Task = Would you please copy the entries exactly, leaving every picture aside?

Data records =
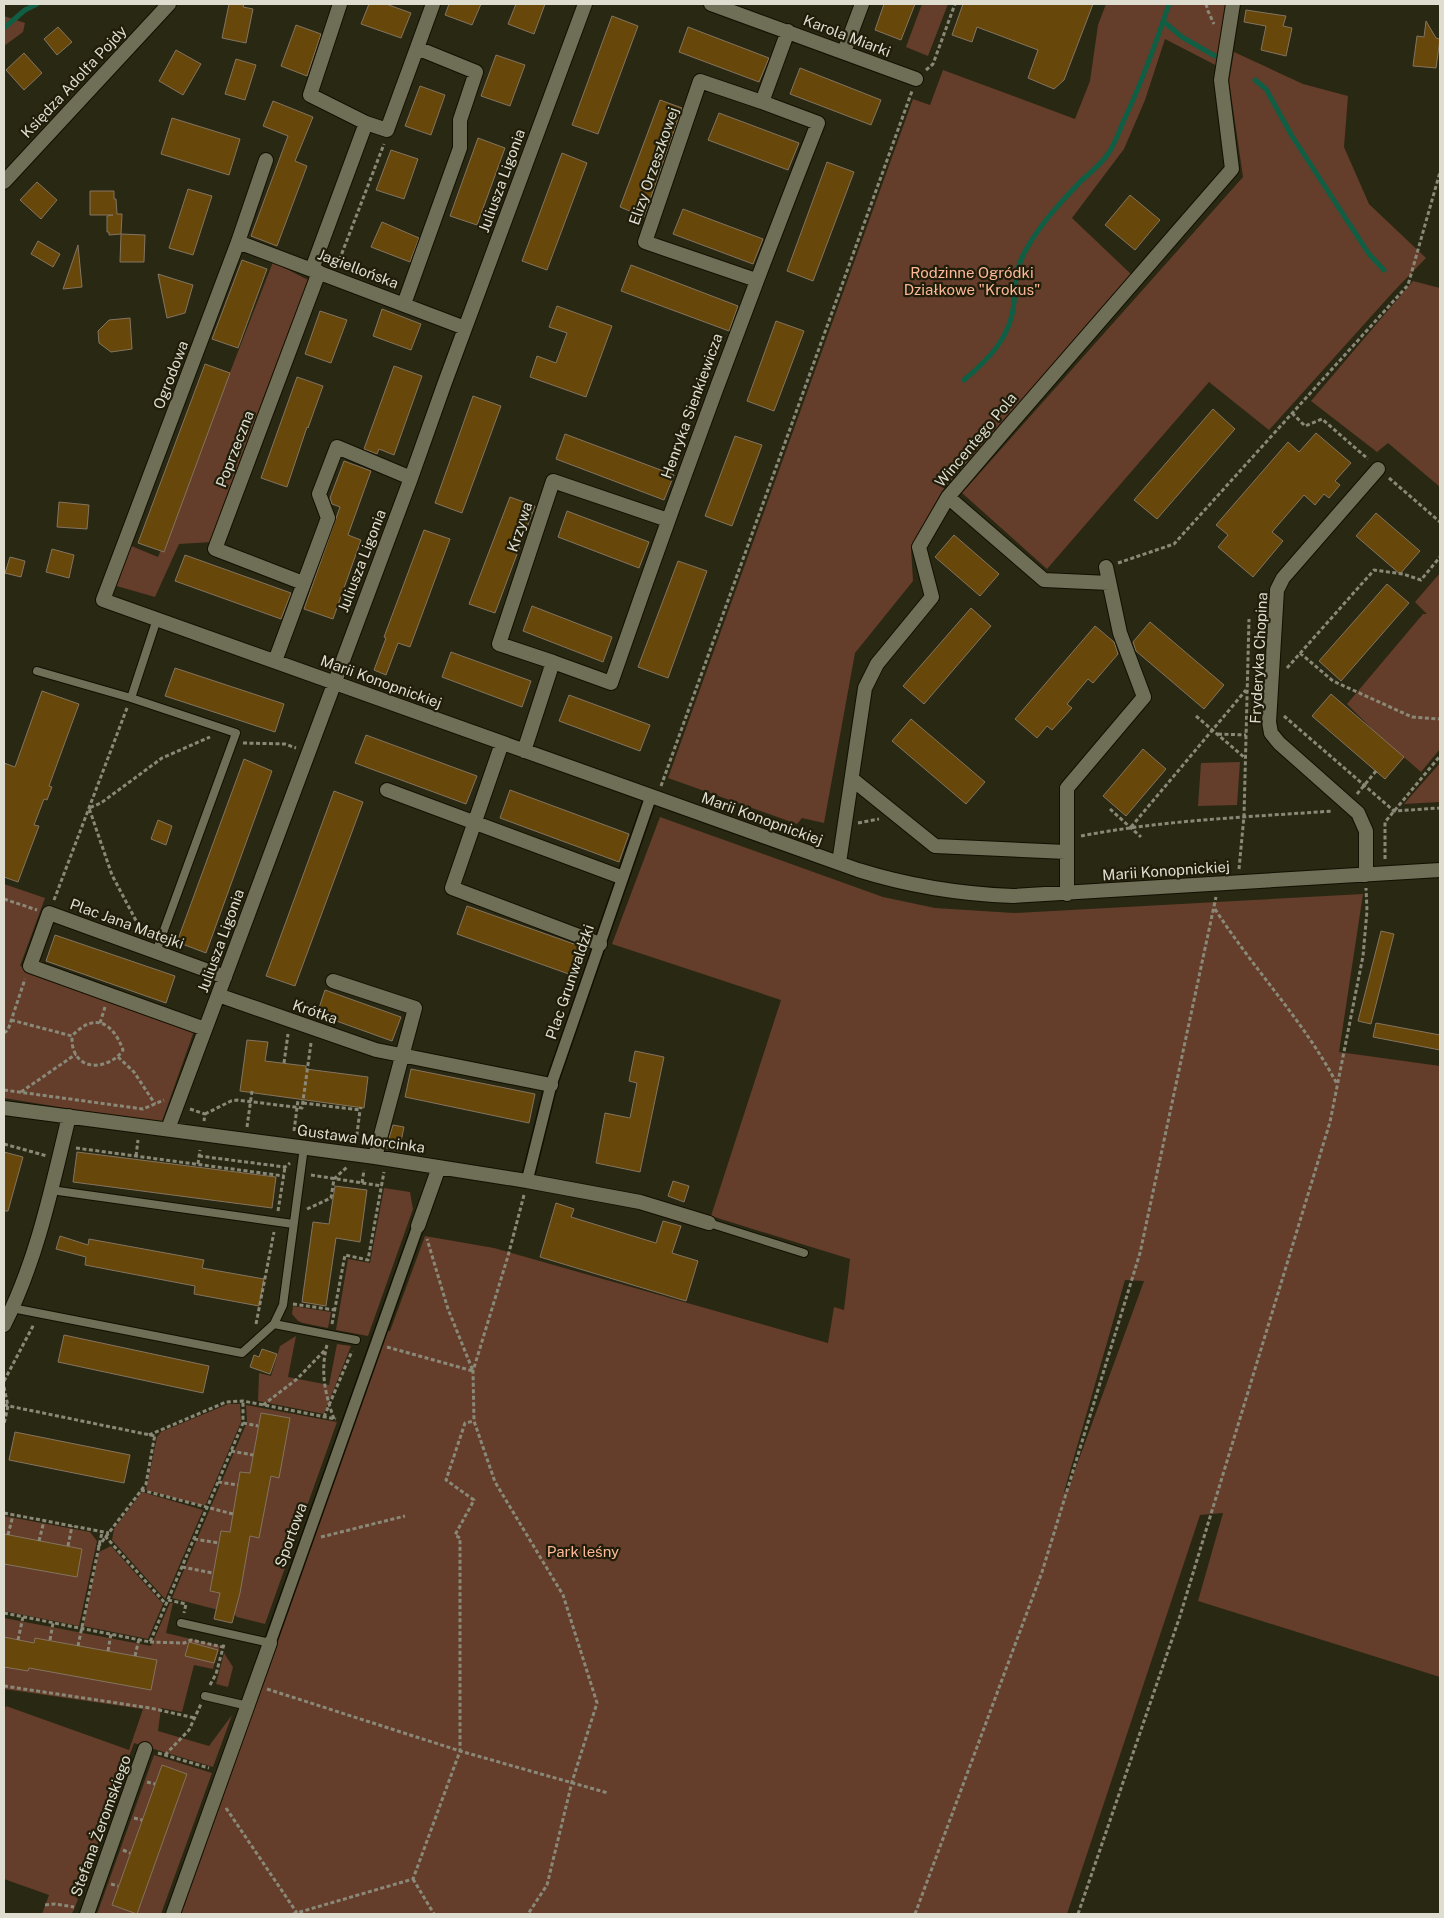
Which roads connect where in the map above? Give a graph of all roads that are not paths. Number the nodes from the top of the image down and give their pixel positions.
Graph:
1 (169, 4) edge
2 (340, 4) edge
3 (433, 4) edge
4 (585, 4) edge
5 (711, 4) edge
6 (862, 4) edge
7 (1233, 4) edge
8 (788, 31) junction
9 (417, 48) junction
10 (844, 52) junction
11 (916, 79) road end
12 (762, 102) junction
13 (366, 122) junction
14 (266, 160) dead end
15 (4, 182) edge
16 (238, 242) junction
17 (315, 270) junction
18 (756, 280) junction
19 (404, 304) junction
20 (465, 328) junction
21 (1378, 469) road end
22 (411, 478) junction
23 (948, 497) junction
24 (668, 520) junction
25 (1106, 567) road end
26 (304, 583) junction
27 (1109, 583) junction
28 (103, 600) joint
29 (157, 619) junction
30 (275, 661) junction
31 (553, 662) junction
32 (37, 671) dead end
33 (334, 682) junction
34 (131, 698) junction
35 (502, 743) junction
36 (524, 751) junction
37 (852, 779) junction
38 (386, 790) dead end
39 (656, 791) junction
40 (475, 822) junction
41 (1066, 852) junction
42 (839, 864) junction
43 (1440, 870) edge
44 (1366, 875) junction
45 (621, 877) junction
46 (1067, 894) junction
47 (600, 944) junction
48 (154, 951) junction
49 (225, 977) junction
50 (333, 981) dead end
51 (218, 995) junction
52 (205, 1029) junction
53 (402, 1055) junction
54 (551, 1085) junction
55 (4, 1108) edge
56 (68, 1116) junction
57 (168, 1129) junction
58 (304, 1147) junction
59 (370, 1161) junction
60 (439, 1167) junction
61 (527, 1181) junction
62 (52, 1190) junction
63 (709, 1223) joint
64 (294, 1224) junction
65 (418, 1226) joint
66 (804, 1252) dead end
67 (12, 1308) junction
68 (274, 1324) junction
69 (4, 1325) edge
70 (356, 1340) road end
71 (181, 1623) road end
72 (270, 1644) junction
73 (205, 1696) dead end
74 (248, 1706) junction
75 (145, 1749) road end
76 (87, 1912) edge
77 (173, 1914) edge

1 - 15 street, Księdza Adolfa Pojdy
2 - 13 street
3 - 9 street
4 - 20 street, Juliusza Ligonia
5 - 8 street, Karola Miarki
6 - 10 street
7 - 23 street, Wincentego Pola
8 - 10 street, Karola Miarki
8 - 12 street
9 - 13 street
9 - 19 street
10 - 11 street, Karola Miarki
12 - 18 street, Henryka Sienkiewicza
12 - 18 street, Elizy Orzeszkowej
13 - 17 street
14 - 16 street, Ogrodowa
16 - 17 street, Jagiellońska
16 - 28 street, Ogrodowa
17 - 19 street, Jagiellońska
17 - 26 street, Poprzeczna
18 - 24 street, Henryka Sienkiewicza
19 - 20 street, Jagiellońska
20 - 22 street, Juliusza Ligonia
21 - 44 street, Fryderyka Chopina
22 - 26 street
22 - 33 street, Juliusza Ligonia
23 - 27 street
23 - 37 street, Wincentego Pola
24 - 31 street, Henryka Sienkiewicza
24 - 31 street, Krzywa
25 - 27 street
26 - 30 street
27 - 41 street
28 - 29 street, Marii Konopnickiej
29 - 30 street, Marii Konopnickiej
29 - 34 lane
30 - 33 street, Marii Konopnickiej
31 - 36 street
32 - 34 lane
33 - 35 street, Marii Konopnickiej
33 - 49 street, Juliusza Ligonia
34 - 48 lane
35 - 36 street, Marii Konopnickiej
35 - 40 street
36 - 39 street, Marii Konopnickiej
37 - 41 street
37 - 42 street, Wincentego Pola
38 - 40 street
39 - 42 street, Marii Konopnickiej
39 - 45 street, Plac Grunwaldzki
40 - 45 street
40 - 47 street
41 - 46 street
42 - 46 street, Marii Konopnickiej
43 - 44 street, Marii Konopnickiej
44 - 46 street, Marii Konopnickiej
45 - 47 street, Plac Grunwaldzki
47 - 54 street, Plac Grunwaldzki
48 - 49 street, Plac Jana Matejki
48 - 52 street, Plac Jana Matejki
49 - 51 street, Juliusza Ligonia
50 - 53 street
51 - 52 street, Juliusza Ligonia
51 - 53 street, Krótka
52 - 57 street, Juliusza Ligonia
53 - 54 street, Krótka
53 - 59 street
54 - 61 street, Plac Grunwaldzki
55 - 56 street, Gustawa Morcinka
56 - 57 street, Gustawa Morcinka
56 - 62 street
57 - 58 street, Gustawa Morcinka
58 - 59 street, Gustawa Morcinka
58 - 64 lane
59 - 60 street, Gustawa Morcinka
60 - 61 street, Gustawa Morcinka
60 - 65 street, Sportowa
61 - 63 street, Gustawa Morcinka
62 - 64 lane
62 - 67 street
63 - 66 lane
64 - 68 lane
65 - 72 street, Sportowa
67 - 68 lane
67 - 69 street
68 - 70 lane
71 - 72 lane
72 - 74 street, Sportowa
73 - 74 lane
74 - 77 street, Sportowa
75 - 76 street, Stefana Żeromskiego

Task response =
Which roads connect where in the map above? Give a graph of all roads that are not paths. Number the nodes from the top of the image down and give their pixel positions.
Graph:
1 (169, 4) edge
2 (340, 4) edge
3 (433, 4) edge
4 (585, 4) edge
5 (711, 4) edge
6 (862, 4) edge
7 (1233, 4) edge
8 (788, 31) junction
9 (417, 48) junction
10 (844, 52) junction
11 (916, 79) road end
12 (762, 102) junction
13 (366, 122) junction
14 (266, 160) dead end
15 (4, 182) edge
16 (238, 242) junction
17 (315, 270) junction
18 (756, 280) junction
19 (404, 304) junction
20 (465, 328) junction
21 (1378, 469) road end
22 (411, 478) junction
23 (948, 497) junction
24 (668, 520) junction
25 (1106, 567) road end
26 (304, 583) junction
27 (1109, 583) junction
28 (103, 600) joint
29 (157, 619) junction
30 (275, 661) junction
31 (553, 662) junction
32 (37, 671) dead end
33 (334, 682) junction
34 (131, 698) junction
35 (502, 743) junction
36 (524, 751) junction
37 (852, 779) junction
38 (386, 790) dead end
39 (656, 791) junction
40 (475, 822) junction
41 (1066, 852) junction
42 (839, 864) junction
43 (1440, 870) edge
44 (1366, 875) junction
45 (621, 877) junction
46 (1067, 894) junction
47 (600, 944) junction
48 (154, 951) junction
49 (225, 977) junction
50 (333, 981) dead end
51 (218, 995) junction
52 (205, 1029) junction
53 (402, 1055) junction
54 (551, 1085) junction
55 (4, 1108) edge
56 (68, 1116) junction
57 (168, 1129) junction
58 (304, 1147) junction
59 (370, 1161) junction
60 (439, 1167) junction
61 (527, 1181) junction
62 (52, 1190) junction
63 (709, 1223) joint
64 (294, 1224) junction
65 (418, 1226) joint
66 (804, 1252) dead end
67 (12, 1308) junction
68 (274, 1324) junction
69 (4, 1325) edge
70 (356, 1340) road end
71 (181, 1623) road end
72 (270, 1644) junction
73 (205, 1696) dead end
74 (248, 1706) junction
75 (145, 1749) road end
76 (87, 1912) edge
77 (173, 1914) edge

1 - 15 street, Księdza Adolfa Pojdy
2 - 13 street
3 - 9 street
4 - 20 street, Juliusza Ligonia
5 - 8 street, Karola Miarki
6 - 10 street
7 - 23 street, Wincentego Pola
8 - 10 street, Karola Miarki
8 - 12 street
9 - 13 street
9 - 19 street
10 - 11 street, Karola Miarki
12 - 18 street, Henryka Sienkiewicza
12 - 18 street, Elizy Orzeszkowej
13 - 17 street
14 - 16 street, Ogrodowa
16 - 17 street, Jagiellońska
16 - 28 street, Ogrodowa
17 - 19 street, Jagiellońska
17 - 26 street, Poprzeczna
18 - 24 street, Henryka Sienkiewicza
19 - 20 street, Jagiellońska
20 - 22 street, Juliusza Ligonia
21 - 44 street, Fryderyka Chopina
22 - 26 street
22 - 33 street, Juliusza Ligonia
23 - 27 street
23 - 37 street, Wincentego Pola
24 - 31 street, Henryka Sienkiewicza
24 - 31 street, Krzywa
25 - 27 street
26 - 30 street
27 - 41 street
28 - 29 street, Marii Konopnickiej
29 - 30 street, Marii Konopnickiej
29 - 34 lane
30 - 33 street, Marii Konopnickiej
31 - 36 street
32 - 34 lane
33 - 35 street, Marii Konopnickiej
33 - 49 street, Juliusza Ligonia
34 - 48 lane
35 - 36 street, Marii Konopnickiej
35 - 40 street
36 - 39 street, Marii Konopnickiej
37 - 41 street
37 - 42 street, Wincentego Pola
38 - 40 street
39 - 42 street, Marii Konopnickiej
39 - 45 street, Plac Grunwaldzki
40 - 45 street
40 - 47 street
41 - 46 street
42 - 46 street, Marii Konopnickiej
43 - 44 street, Marii Konopnickiej
44 - 46 street, Marii Konopnickiej
45 - 47 street, Plac Grunwaldzki
47 - 54 street, Plac Grunwaldzki
48 - 49 street, Plac Jana Matejki
48 - 52 street, Plac Jana Matejki
49 - 51 street, Juliusza Ligonia
50 - 53 street
51 - 52 street, Juliusza Ligonia
51 - 53 street, Krótka
52 - 57 street, Juliusza Ligonia
53 - 54 street, Krótka
53 - 59 street
54 - 61 street, Plac Grunwaldzki
55 - 56 street, Gustawa Morcinka
56 - 57 street, Gustawa Morcinka
56 - 62 street
57 - 58 street, Gustawa Morcinka
58 - 59 street, Gustawa Morcinka
58 - 64 lane
59 - 60 street, Gustawa Morcinka
60 - 61 street, Gustawa Morcinka
60 - 65 street, Sportowa
61 - 63 street, Gustawa Morcinka
62 - 64 lane
62 - 67 street
63 - 66 lane
64 - 68 lane
65 - 72 street, Sportowa
67 - 68 lane
67 - 69 street
68 - 70 lane
71 - 72 lane
72 - 74 street, Sportowa
73 - 74 lane
74 - 77 street, Sportowa
75 - 76 street, Stefana Żeromskiego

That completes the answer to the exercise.